(What to do): From the entries provided below, copy each line that contains the word "baseFrequency".

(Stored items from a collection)
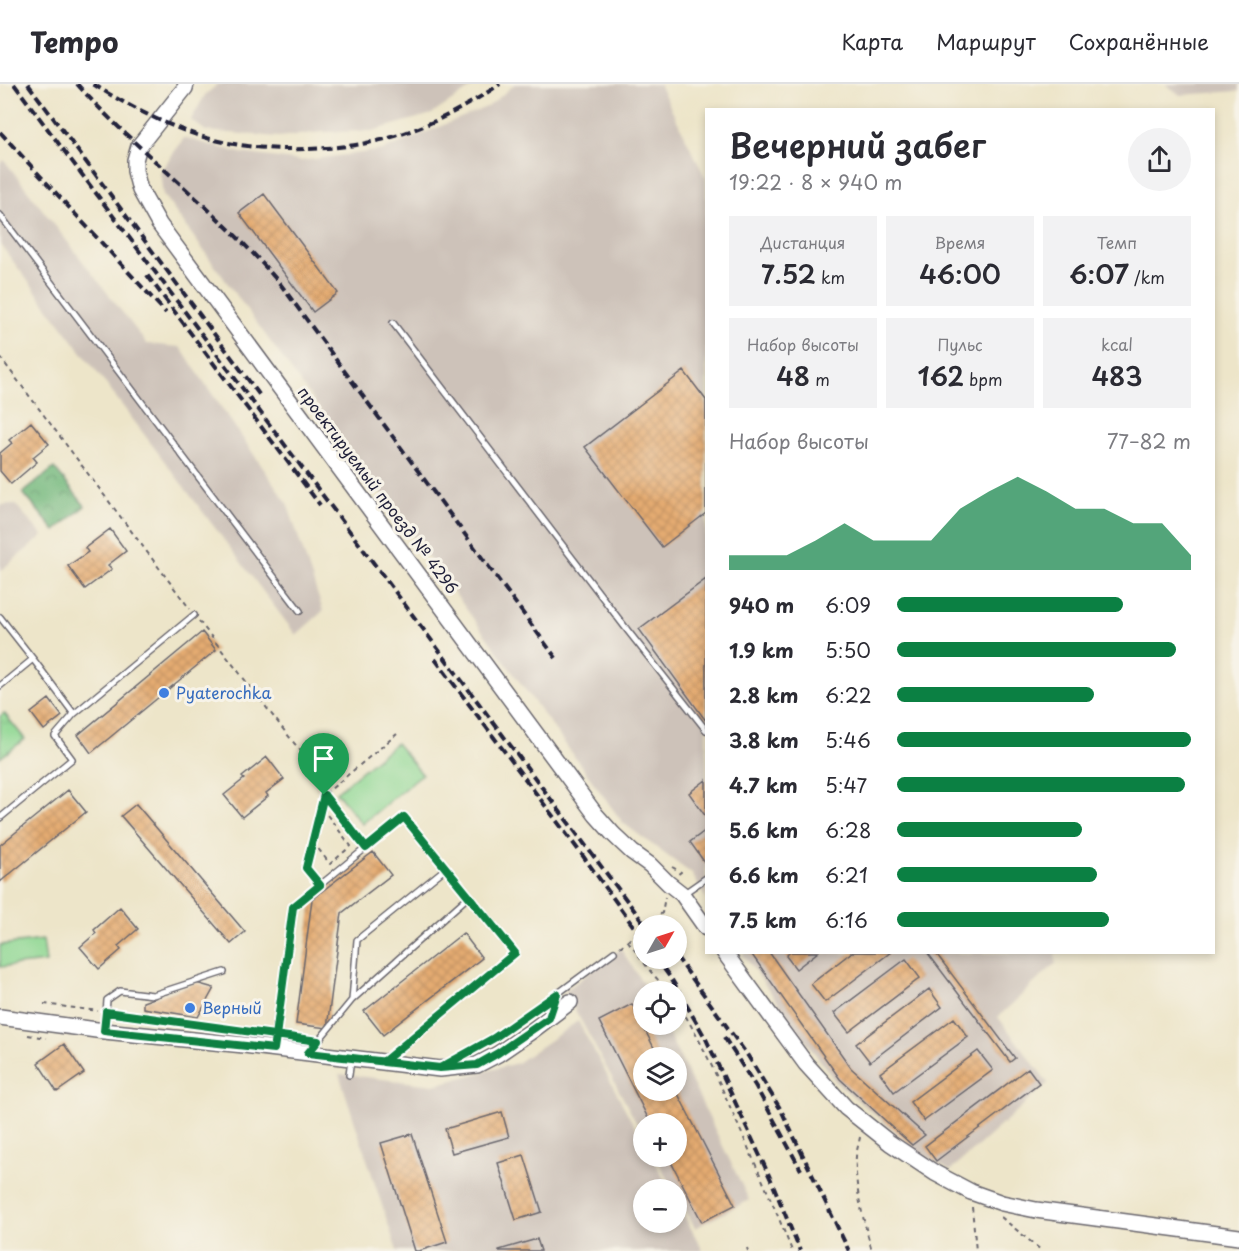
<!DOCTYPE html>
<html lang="ru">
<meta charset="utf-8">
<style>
body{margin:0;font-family:"Playpen Sans",sans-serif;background:#f2f2f3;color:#2b2b33;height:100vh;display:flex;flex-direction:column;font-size:22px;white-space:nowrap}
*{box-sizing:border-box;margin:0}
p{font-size:20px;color:#7c7c81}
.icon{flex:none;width:33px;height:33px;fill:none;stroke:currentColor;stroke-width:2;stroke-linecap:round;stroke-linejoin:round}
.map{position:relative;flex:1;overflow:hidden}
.side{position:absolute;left:705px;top:24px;width:510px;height:846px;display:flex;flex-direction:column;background:#fff;border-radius:0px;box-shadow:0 3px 9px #0003}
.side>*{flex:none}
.needle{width:39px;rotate:51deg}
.tools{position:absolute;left:633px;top:831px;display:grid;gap:12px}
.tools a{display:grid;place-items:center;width:54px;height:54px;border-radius:50%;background:#fff;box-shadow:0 3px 9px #0003;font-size:30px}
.pin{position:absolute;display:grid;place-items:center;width:51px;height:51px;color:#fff;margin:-62px -26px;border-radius:50% 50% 50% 0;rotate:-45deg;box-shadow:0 0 6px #0007}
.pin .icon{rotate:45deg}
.round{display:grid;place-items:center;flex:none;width:63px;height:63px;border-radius:32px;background:#f2f2f3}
.overview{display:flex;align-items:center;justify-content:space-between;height:102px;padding:0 24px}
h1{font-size:33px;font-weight:600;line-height:45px}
.metrics{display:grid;grid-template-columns:repeat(3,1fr);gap:9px;height:102px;padding:6px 24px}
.metrics div{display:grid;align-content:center;border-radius:0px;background:#f2f2f3;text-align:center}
.metrics b{font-size:26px;font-weight:600}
.metrics small{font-size:16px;font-weight:400}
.metrics p{font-size:16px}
.chart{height:168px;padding:12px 24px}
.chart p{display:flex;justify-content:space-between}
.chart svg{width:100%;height:108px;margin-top:6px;fill:#0b8043;opacity:.7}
ul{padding:0 24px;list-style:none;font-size:20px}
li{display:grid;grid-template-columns:96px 72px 1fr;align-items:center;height:45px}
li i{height:15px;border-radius:8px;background:#0b8043}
header{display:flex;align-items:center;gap:36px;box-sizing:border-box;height:84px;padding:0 30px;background:#fff;border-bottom:2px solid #e1e1e2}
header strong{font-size:28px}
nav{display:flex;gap:33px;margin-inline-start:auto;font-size:21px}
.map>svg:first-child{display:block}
.industrial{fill:#cdc2b9;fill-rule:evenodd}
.grass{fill:#8ed792;stroke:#587c66;stroke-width:1.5}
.forest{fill:url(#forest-crowns);stroke:#4a6d5c;stroke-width:1.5}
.park{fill:url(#park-tufts);stroke:#587c66;stroke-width:1.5}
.building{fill:url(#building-cross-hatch)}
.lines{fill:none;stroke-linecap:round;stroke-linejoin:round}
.lane-casing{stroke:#69666d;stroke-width:8}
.secondary-casing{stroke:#69666d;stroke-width:18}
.path{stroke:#69666d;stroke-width:2;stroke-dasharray:4.5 4.5;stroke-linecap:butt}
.lane{stroke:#fff;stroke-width:5}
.secondary{stroke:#fff;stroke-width:15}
.rail{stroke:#22223b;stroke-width:4;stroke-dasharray:9 4.5;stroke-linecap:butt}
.route-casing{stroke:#fff;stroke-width:12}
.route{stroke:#0b8043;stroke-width:8}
.shop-dot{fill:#3f7fe0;stroke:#f7f3e8;stroke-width:2}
.labels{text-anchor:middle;stroke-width:6;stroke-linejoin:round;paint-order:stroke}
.street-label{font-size:16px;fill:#22223b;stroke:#f7f3e8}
.shop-label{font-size:16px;fill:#366cbe;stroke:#f7f3e8;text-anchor:start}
</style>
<header>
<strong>Tempo</strong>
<nav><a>Карта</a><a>Маршрут</a><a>Сохранённые</a></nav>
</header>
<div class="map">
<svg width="1239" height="1167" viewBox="0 0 1239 1167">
<defs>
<pattern id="forest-crowns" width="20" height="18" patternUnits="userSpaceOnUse" patternTransform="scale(1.5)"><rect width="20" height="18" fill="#72b87c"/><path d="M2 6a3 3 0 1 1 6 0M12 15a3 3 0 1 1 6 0" fill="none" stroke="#5d9567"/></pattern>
<pattern id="park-tufts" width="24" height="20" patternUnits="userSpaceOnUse" patternTransform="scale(1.5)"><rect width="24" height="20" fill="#8ed792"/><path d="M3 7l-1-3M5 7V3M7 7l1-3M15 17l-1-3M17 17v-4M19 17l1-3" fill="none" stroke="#7ab87f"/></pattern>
<pattern id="building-cross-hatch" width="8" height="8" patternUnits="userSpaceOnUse" patternTransform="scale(1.5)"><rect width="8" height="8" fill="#e4ab71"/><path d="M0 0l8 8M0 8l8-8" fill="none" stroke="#c39363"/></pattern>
</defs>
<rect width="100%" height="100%" fill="#f7f3e8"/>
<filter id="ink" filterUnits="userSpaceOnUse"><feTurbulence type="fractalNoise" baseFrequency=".0167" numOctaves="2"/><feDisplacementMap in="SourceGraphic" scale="12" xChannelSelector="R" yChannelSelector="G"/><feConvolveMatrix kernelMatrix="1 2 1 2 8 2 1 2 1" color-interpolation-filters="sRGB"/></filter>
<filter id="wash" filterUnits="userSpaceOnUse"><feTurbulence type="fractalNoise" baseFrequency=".008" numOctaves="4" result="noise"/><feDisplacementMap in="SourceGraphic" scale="24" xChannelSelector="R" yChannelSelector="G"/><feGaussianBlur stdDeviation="1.35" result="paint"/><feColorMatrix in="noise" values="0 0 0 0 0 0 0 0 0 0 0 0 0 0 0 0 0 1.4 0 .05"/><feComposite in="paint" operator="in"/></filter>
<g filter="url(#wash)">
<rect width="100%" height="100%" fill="#ede5c9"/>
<path class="industrial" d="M 218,0 L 477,0 L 432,30 L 372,47 L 322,48 L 279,53 L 206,47 L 191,36 L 205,11 Z
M 515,0 L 659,0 L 706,95 L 706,815 L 692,790 L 623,739 L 163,111 L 160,88 L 184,54 L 241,69 L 300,77 L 384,66 L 489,22 Z
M 1165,0 L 1239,0 L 1239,7 L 1180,11 Z
M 4,76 L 147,260 L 180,263 L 287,419 L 323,527 L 296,551 L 0,160 L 0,80 Z
M 15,420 L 43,452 L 0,487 L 0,421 Z
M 621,865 L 648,907 L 644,908 L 644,940 L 664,941 L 749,1116 L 695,1144 L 677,1111 L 676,1106 L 673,1105 L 655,1073 L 676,1072 L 676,1040 L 644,1040 L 643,1051 L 565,907 ZM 644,974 L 676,974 L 676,1006 L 644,1006 Z
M 742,869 L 1055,869 L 1056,879 L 998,933 L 1048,999 L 950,1087 L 918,1067 L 836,998 Z
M 578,937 L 643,1058 L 644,1072 L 652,1073 L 670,1105 L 644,1106 L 644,1138 L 676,1138 L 677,1118 L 703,1167 L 397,1167 L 339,990 L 434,1001 L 517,979 Z"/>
<path class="grass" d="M 396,659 L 422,690 L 362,740 L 336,708 Z
M 43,856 L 46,878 L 0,883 L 0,861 Z"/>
<path class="forest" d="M 54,384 L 85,422 L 55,447 L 23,409 Z"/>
<path class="park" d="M 4,629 L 25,655 L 0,674 L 0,632 Z"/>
<g id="blocks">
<path class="building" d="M 264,110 L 338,209 L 313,228 L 239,129 Z
M 684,287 L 706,316 L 706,429 L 662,463 L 585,363 Z
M 31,338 L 49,360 L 33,373 L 37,378 L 11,400 L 0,387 L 0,369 L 12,359 L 9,356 Z
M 110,445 L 126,467 L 108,481 L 112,485 L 85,505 L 68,482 L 88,468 L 85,464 Z
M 706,495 L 706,637 L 639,545 Z
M 202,548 L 216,566 L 91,669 L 78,651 Z
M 49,615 L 62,632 L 44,646 L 31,629 Z
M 267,673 L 284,695 L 266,709 L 268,712 L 242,733 L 224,711 L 244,695 L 242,693 Z
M 706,696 L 706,733 L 689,709 Z
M 68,706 L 86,728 L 0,798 L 0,761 Z
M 136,720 L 245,848 L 231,860 L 121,732 Z
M 706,746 L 706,777 L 705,779 L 690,758 Z
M 373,768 L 391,791 L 342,829 L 327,944 L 296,940 L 312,815 Z
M 120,823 L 138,845 L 118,862 L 121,866 L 99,885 L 80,863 L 96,849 L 94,846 Z
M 463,849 L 482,874 L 383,951 L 364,927 Z
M 750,868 L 769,868 L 851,984 L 925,1051 L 912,1061 L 840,995 Z
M 790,868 L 818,868 L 796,885 L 786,872 Z
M 852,868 L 891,868 L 825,918 L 811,900 Z
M 927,868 L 935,868 L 1015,974 L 1010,978 Z
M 906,875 L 920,894 L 849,948 L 834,929 Z
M 196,899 L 214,904 L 198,933 L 143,924 L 143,918 Z
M 929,905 L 942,923 L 870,978 L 856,960 Z
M 632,920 L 659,974 L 644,974 L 644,1006 L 676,1006 L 735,1121 L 702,1138 L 668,1072 L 676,1072 L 676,1040 L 651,1040 L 599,937 Z
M 954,934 L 968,953 L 894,1008 L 880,989 Z
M 64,960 L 84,989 L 57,1008 L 38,979 Z
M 978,967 L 993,986 L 924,1037 L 910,1018 Z
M 1028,984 L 1039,999 L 936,1077 L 925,1062 Z
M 502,1028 L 509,1053 L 452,1069 L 445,1045 Z
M 412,1050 L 447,1158 L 419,1167 L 415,1167 L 381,1059 Z
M 524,1071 L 542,1128 L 516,1136 L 498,1079 Z
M 537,1155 L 541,1167 L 499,1167 L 499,1166 Z"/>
</g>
</g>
<g filter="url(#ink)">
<use href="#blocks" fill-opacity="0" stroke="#69666d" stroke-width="1.5"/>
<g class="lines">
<g class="lane-casing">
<path id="lane" d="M 0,131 L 300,527
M 393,239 L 628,547 L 706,646
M 0,533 L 33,575
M 0,602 L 33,575 L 74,630
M 0,734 L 72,675 L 55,652 L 74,630 L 194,531
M 683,810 L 706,794
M 352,916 L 469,812
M 551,927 L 557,910 L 614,868
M 105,944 L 107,916 L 120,907 L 153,911 L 224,888
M 274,963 L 293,823 L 404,733 L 515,869 L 387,975
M 310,967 L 352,916 L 357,856 L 446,784
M 349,991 L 351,976"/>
</g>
<g class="secondary-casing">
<path id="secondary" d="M 186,0 L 185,4 L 139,62 L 135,76 L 135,87 L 140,106 L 159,140 L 596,731 L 613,750 L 632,768 L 650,781 L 668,799 L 682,810 L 706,844
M 724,868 L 806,980 L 846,1024 L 890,1059 L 935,1089 L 971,1108 L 1002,1119 L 1036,1126 L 1239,1153
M 0,933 L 104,947 L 244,961 L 440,985 L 477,981 L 498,970 L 533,946 L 570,918"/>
</g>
<path class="path" d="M 0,273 L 190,525
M 199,537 L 294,659 L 318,686 L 325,698 L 324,711 L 306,784 L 314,795
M 325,710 L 397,650
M 324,711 L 361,758
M 313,758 L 330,780 L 351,762 L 321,723
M 672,783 L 681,788 L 677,791
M 646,842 L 662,829 L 665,813
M 628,857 L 651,888 L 669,908
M 620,863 L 644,844
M 676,917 C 700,953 717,993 734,1032 C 754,1077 774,1121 792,1167
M 44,920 L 98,927
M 115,929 L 232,945
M 28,951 L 46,954
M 469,968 L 494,954 L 544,919
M 860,1053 C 859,1059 857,1065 856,1072 C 854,1104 864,1137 872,1167
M 972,1123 L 976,1167
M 1001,1133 L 1042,1167
M 747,1164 L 748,1167"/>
<use href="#lane" class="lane"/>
<use href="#secondary" class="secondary"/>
<path class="rail" d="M 14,0 L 646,842
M 28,0 L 261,313
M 77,0 C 141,72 220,127 281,201 L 556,574
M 93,0 C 124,20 165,41 200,52 C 254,69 330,69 385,55 C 426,44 465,24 500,0
M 0,48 L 166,229
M 147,191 L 320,421
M 435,575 L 583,772 L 644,857
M 676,872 L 748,972 L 781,1026 L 849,1167
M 656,874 L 672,896 L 706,955 L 772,1098 L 800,1167
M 724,953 L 756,1003 L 801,1086"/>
</g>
</g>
<g class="lines" filter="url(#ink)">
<g class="route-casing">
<path id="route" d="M 324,711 L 306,784 L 320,801 L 293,823 L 276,952 L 274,965 L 104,947 L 106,928 L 318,957 L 308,969 L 440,984 L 477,981 L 498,969 L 549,934 L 557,910 L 494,954 L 440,984 L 383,978 L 515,869 L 404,733 L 366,764 L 324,711"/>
</g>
<use href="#route" class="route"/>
</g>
<g class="shop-dot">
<circle cx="164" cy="609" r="6"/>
<circle cx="190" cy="924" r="6"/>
</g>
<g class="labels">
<g class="street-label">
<text transform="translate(378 406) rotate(53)" y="6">проектируемый проезд № 4296</text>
</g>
<g class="shop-label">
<text x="176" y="615">Pyaterochka</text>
<text x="202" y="930">Верный</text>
</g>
</g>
</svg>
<div class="tools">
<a><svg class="needle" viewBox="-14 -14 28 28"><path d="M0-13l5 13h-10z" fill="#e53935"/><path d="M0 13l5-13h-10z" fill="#7c7c81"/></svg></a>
<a><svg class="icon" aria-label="locate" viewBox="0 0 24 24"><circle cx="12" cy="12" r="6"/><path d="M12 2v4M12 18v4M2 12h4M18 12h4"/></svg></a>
<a><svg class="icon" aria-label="layers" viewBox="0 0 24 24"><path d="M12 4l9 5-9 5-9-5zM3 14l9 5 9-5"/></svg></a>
<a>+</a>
<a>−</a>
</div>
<div class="pin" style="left:324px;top:711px;background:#1e9e55"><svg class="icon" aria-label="arrive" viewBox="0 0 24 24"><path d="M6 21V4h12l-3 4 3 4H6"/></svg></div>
<section class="side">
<div class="overview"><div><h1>Вечерний забег</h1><p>19:22 · 8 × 940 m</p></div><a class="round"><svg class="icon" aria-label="share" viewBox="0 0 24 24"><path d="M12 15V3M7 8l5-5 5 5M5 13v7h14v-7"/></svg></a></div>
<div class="metrics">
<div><p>Дистанция</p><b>7.52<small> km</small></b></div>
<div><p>Время</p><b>46:00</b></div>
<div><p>Темп</p><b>6:07<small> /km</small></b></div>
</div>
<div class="metrics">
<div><p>Набор высоты</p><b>48<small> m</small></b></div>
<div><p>Пульс</p><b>162<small> bpm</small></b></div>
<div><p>kcal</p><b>483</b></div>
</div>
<div class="chart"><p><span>Набор высоты</span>77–82 m</p>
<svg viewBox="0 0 160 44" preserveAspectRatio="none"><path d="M0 44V38L10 38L20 38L30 32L40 25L50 32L60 32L70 32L80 19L90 12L100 6L110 12L120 19L130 19L140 25L150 25L160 38V44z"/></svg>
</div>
<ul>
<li><b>940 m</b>6:09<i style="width:77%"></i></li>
<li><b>1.9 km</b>5:50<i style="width:95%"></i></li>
<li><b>2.8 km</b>6:22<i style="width:67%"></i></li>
<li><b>3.8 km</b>5:46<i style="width:100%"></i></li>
<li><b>4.7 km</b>5:47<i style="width:98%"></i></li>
<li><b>5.6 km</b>6:28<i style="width:63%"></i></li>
<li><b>6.6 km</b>6:21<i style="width:68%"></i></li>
<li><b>7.5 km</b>6:16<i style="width:72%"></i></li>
</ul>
</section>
</div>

(Response to this exercise):
<filter id="ink" filterUnits="userSpaceOnUse"><feTurbulence type="fractalNoise" baseFrequency=".0167" numOctaves="2"/><feDisplacementMap in="SourceGraphic" scale="12" xChannelSelector="R" yChannelSelector="G"/><feConvolveMatrix kernelMatrix="1 2 1 2 8 2 1 2 1" color-interpolation-filters="sRGB"/></filter>
<filter id="wash" filterUnits="userSpaceOnUse"><feTurbulence type="fractalNoise" baseFrequency=".008" numOctaves="4" result="noise"/><feDisplacementMap in="SourceGraphic" scale="24" xChannelSelector="R" yChannelSelector="G"/><feGaussianBlur stdDeviation="1.35" result="paint"/><feColorMatrix in="noise" values="0 0 0 0 0 0 0 0 0 0 0 0 0 0 0 0 0 1.4 0 .05"/><feComposite in="paint" operator="in"/></filter>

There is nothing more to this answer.